▶ **TASK TO CARRY OUT**:
The answer must consist of each line of the records below that contains the string "give".

▶ **SUPPLIED INFORMATION**:
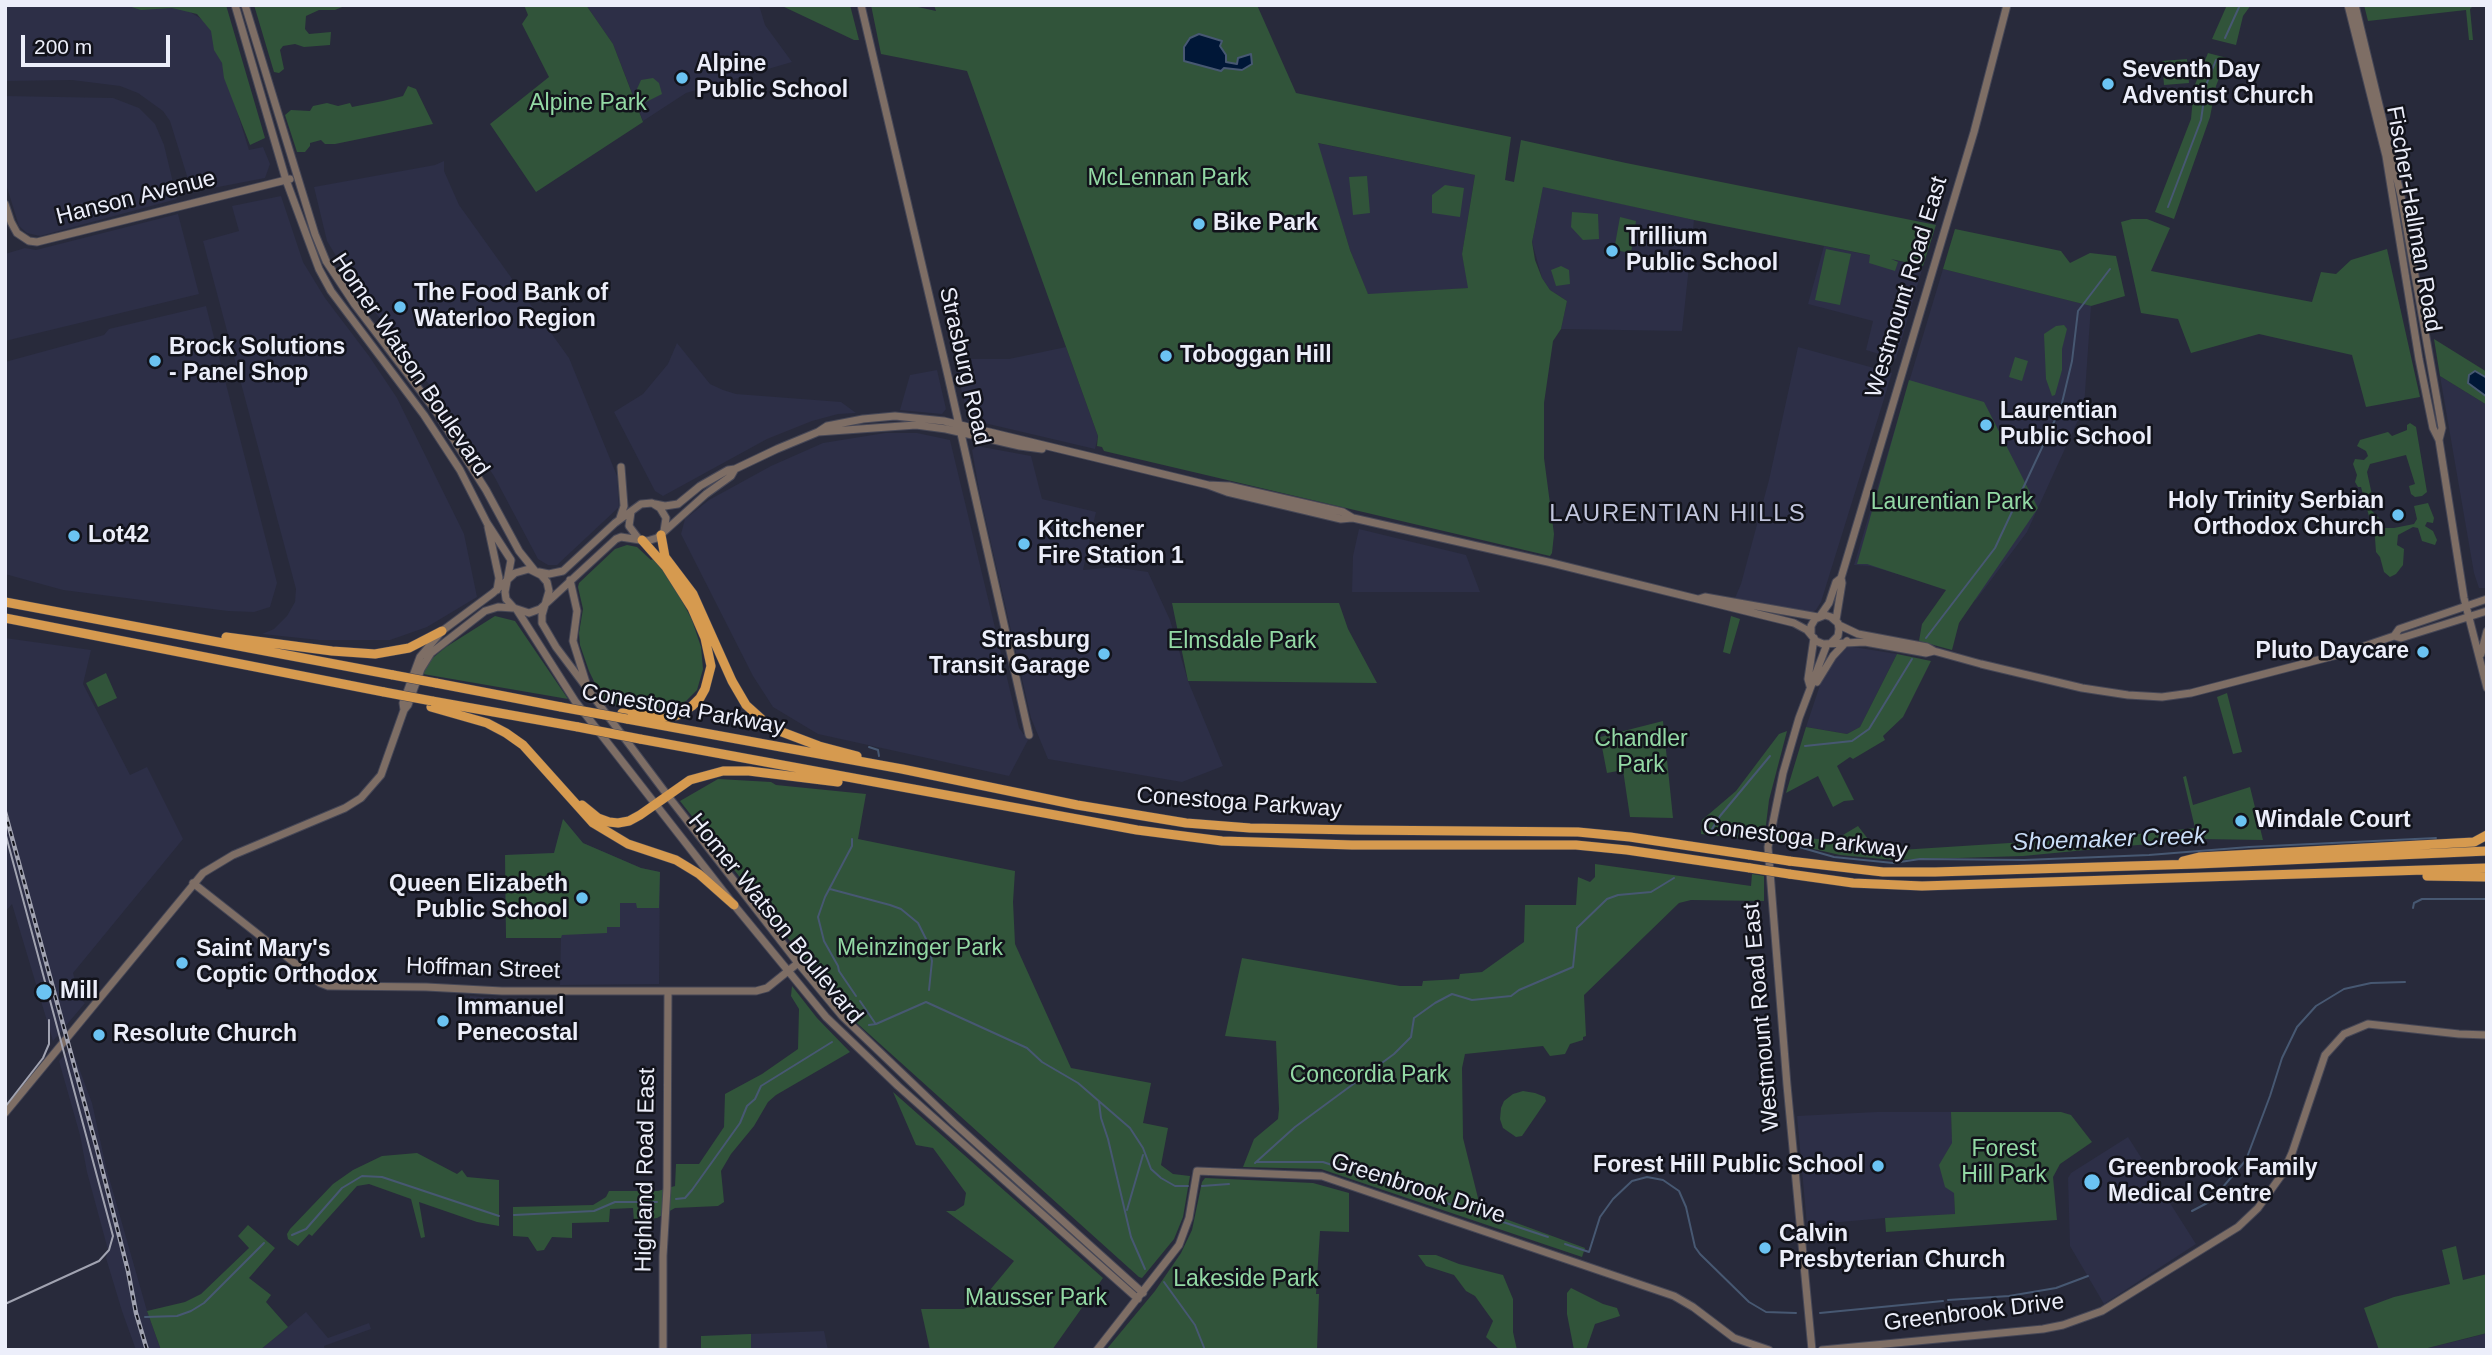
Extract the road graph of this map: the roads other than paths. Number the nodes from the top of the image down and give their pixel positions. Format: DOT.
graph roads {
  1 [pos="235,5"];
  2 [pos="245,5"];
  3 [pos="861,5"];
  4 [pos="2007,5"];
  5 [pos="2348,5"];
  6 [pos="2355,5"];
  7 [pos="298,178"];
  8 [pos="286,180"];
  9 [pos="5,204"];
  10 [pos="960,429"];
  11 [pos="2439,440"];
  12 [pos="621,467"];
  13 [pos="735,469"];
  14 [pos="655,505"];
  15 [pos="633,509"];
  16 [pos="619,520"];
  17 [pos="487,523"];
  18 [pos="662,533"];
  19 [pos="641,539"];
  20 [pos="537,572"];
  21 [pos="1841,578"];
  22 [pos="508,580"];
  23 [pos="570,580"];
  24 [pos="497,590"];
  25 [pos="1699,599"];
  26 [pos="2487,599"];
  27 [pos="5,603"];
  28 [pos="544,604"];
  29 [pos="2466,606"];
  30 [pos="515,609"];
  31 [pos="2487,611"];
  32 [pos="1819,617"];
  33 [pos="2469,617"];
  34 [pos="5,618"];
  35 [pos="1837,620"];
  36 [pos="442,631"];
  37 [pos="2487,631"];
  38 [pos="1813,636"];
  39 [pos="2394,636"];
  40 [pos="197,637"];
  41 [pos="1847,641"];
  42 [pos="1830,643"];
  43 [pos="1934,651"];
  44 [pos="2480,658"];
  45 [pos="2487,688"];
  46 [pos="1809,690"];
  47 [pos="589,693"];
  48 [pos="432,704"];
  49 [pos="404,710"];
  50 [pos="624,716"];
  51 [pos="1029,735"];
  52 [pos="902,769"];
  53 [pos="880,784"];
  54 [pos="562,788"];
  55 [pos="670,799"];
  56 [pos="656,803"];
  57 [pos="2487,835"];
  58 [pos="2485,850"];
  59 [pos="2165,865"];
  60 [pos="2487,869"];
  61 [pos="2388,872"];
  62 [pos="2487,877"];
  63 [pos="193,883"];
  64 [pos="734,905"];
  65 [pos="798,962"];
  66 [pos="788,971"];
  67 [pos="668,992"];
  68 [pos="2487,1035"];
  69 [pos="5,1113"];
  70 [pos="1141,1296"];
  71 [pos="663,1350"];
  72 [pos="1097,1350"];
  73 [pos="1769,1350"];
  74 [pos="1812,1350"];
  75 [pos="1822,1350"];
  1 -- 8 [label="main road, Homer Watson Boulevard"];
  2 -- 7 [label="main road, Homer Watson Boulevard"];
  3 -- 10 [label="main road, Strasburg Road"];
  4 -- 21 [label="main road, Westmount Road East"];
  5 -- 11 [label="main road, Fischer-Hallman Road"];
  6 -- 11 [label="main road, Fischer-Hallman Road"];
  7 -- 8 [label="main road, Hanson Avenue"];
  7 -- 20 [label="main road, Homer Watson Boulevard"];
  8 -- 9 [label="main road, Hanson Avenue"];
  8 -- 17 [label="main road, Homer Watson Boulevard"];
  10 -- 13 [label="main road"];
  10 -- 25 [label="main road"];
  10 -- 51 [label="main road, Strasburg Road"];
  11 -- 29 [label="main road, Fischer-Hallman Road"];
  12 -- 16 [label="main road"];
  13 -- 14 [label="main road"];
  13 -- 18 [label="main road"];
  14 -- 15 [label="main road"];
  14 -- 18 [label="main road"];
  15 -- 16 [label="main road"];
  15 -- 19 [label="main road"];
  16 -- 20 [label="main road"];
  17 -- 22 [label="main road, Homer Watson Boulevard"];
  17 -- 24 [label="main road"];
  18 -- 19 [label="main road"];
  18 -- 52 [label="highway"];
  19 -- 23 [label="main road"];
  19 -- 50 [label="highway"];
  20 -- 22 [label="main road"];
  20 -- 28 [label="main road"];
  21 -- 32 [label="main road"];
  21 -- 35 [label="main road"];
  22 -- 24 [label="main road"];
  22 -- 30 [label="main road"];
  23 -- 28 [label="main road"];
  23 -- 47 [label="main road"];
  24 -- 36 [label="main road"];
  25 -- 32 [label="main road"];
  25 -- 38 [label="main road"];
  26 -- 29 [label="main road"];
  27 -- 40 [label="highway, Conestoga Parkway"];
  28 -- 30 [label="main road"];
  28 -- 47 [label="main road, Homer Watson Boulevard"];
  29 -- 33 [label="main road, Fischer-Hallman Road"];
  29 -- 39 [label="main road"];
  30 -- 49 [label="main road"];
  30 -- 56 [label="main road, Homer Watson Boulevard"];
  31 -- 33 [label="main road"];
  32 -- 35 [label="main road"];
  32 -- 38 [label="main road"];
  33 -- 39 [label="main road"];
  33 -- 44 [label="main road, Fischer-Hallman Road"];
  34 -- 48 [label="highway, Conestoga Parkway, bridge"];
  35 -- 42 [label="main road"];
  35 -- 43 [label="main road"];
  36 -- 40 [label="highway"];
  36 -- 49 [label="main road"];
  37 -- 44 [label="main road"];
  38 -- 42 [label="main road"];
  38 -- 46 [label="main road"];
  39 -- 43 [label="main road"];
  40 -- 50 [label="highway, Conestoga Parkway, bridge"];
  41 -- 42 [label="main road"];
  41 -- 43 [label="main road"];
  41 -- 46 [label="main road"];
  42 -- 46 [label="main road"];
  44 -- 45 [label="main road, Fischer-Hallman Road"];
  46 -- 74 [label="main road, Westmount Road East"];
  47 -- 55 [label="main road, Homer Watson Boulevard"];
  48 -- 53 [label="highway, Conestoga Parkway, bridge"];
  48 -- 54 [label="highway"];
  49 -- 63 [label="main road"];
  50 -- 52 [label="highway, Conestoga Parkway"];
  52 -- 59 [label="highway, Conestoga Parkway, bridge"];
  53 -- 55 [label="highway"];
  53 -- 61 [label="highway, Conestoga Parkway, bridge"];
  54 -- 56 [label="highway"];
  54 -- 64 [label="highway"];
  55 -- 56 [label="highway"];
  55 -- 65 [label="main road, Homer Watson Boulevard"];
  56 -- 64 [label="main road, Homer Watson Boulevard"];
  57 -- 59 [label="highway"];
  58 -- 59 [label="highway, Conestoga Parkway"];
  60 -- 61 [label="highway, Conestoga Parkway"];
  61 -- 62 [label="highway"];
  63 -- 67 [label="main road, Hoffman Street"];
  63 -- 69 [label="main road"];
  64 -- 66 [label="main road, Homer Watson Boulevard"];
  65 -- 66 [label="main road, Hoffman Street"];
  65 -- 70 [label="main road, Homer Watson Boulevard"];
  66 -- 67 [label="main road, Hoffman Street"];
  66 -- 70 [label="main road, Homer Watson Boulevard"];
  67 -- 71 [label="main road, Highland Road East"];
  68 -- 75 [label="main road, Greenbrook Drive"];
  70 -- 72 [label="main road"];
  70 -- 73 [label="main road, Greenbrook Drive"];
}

==

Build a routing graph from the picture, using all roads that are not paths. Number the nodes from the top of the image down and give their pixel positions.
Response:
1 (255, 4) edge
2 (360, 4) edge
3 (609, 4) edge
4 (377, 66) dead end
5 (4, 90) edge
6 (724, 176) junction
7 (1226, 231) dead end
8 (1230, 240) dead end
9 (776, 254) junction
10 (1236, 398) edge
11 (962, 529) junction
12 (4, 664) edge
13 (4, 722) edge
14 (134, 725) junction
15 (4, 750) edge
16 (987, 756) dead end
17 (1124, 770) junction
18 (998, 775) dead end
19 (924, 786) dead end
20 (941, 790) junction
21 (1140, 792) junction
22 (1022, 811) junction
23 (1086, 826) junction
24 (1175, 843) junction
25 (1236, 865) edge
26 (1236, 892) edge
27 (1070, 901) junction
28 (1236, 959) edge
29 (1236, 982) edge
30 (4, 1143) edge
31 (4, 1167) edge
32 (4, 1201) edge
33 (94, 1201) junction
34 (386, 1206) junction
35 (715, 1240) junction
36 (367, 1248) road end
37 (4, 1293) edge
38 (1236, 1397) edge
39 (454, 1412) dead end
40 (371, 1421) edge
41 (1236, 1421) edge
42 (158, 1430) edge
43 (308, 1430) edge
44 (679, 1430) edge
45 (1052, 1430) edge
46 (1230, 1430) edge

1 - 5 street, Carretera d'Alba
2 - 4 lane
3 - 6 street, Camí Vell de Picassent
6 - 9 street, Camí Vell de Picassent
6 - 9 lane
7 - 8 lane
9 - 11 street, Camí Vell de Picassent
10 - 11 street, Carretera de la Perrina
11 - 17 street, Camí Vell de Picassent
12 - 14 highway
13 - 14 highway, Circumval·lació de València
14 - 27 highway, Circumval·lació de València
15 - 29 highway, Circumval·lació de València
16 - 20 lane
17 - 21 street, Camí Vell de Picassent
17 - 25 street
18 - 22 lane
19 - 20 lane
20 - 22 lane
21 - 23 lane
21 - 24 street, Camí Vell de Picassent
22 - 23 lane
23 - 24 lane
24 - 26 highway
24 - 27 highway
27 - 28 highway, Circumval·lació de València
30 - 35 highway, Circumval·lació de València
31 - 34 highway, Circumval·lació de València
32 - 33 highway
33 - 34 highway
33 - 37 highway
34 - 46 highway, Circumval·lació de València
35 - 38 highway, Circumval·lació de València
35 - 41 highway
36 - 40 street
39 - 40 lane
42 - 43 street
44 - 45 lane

▶ **WRITTEN RESPONSE**:
Extract the road graph of this map: the roads other than paths. Number the nodes from the top of the image down and give their pixel positions. Format: DOT.
Build a routing graph from the picture, using all roads that are not paths. Number the nodes from the top of the image down and give their pixel positions.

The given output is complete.